The Frog Hollow of Palestine

“When the Samaritans came to him, they asked him to stay with them; and he stayed there two days. And many more believed because of his word.”  St. John 4:40-41

I’ve seen the sign on the left-hand side of the Harper’s Ferry Road: “Frog Hollow, the Moonshine Capitol of the World.”  I think it’s a bit tamer down in the Hollow these days than it was during the height of Prohibition, when a man would sit watch on the bridge on a summer’s night in case a revenue agent came creeping down the road with an axe and an ultimatum from the IRS. 

Until it burned down a few years ago, though, the center of community life in the hollow was the Mad Dog Saloon.  They say the floors were dirt and they traded in canned beer out of a Coleman cooler, when the locally produced wares weren’t being passed around.  Saturday nights were punctuated with ambulance calls, when one of the hollow boys was wont to get a bit dramatic with the cue stick.  I lived for two years in Sharpsburg, just five miles away. But I never had the guts to cross the threshold of the Mad Dog and see if all the stories were really true.

They were hellraisers down in Frog Hollow.  That’s what my grandmother would say.  Foul-mouthed, hard-drinking, suspicious of outsiders, the kind who threw fists and asked questions later.  There aren’t any churches in Frog Hollow, or Rotary meetings, no afternoon teas to talk over rose varietals.  People in the surrounding communities knew to keep their distance.  “He’s from Frog Hollow.”  That’s all that needed to be said to take the measure of things.

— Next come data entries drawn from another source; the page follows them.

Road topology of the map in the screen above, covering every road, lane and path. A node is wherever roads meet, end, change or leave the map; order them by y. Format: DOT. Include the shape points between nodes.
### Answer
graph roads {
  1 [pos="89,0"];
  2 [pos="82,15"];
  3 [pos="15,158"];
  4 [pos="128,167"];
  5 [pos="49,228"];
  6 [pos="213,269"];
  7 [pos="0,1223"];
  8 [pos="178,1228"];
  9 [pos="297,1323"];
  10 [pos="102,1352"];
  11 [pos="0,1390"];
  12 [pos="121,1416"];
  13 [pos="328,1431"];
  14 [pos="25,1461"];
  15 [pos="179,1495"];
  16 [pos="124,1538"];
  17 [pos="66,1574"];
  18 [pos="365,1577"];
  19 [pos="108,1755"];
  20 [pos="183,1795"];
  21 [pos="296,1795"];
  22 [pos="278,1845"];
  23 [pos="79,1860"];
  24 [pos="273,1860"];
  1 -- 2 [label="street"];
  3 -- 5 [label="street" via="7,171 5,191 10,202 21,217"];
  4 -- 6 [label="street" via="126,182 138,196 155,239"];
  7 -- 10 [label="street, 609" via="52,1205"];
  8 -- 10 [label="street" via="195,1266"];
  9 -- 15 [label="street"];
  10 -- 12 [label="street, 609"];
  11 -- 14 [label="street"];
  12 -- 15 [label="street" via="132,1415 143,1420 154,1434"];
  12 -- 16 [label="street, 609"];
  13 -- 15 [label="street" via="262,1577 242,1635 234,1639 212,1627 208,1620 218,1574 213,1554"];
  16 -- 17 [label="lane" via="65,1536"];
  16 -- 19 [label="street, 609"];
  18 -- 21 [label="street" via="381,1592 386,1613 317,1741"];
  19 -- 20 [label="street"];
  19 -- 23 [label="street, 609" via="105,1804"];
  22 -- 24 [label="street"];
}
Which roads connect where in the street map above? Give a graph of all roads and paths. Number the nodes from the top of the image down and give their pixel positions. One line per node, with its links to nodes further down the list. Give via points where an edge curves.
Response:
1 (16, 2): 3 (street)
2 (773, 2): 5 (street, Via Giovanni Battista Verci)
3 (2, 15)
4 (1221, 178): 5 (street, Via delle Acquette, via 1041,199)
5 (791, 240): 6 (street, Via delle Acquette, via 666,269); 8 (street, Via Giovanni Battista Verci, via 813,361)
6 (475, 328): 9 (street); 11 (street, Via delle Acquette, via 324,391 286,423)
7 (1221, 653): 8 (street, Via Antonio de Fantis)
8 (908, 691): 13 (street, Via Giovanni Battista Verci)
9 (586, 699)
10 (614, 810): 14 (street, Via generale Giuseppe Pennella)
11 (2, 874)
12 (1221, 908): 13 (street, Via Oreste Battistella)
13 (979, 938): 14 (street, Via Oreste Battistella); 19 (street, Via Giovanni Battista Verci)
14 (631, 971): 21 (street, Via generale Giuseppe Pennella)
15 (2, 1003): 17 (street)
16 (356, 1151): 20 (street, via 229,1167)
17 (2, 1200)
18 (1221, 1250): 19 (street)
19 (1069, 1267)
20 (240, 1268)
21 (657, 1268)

Jesus “had to pass through Samaria,” Saint John tells us, as he made his way back home to Galilee.  Jesus had made his first foray to Jerusalem, a thoroughly disappointing venture.  He had been scathing in his attack on the corruption at the temple, and his sermon to one Nicodemus, “a teacher of the Jews,” had left the poor fellow quite baffled.[1]  There was only really one way back to Galilee, through the Samaritan territory, inhabited by the Jews’ ancient cousins, with their heretical beliefs and strange customs.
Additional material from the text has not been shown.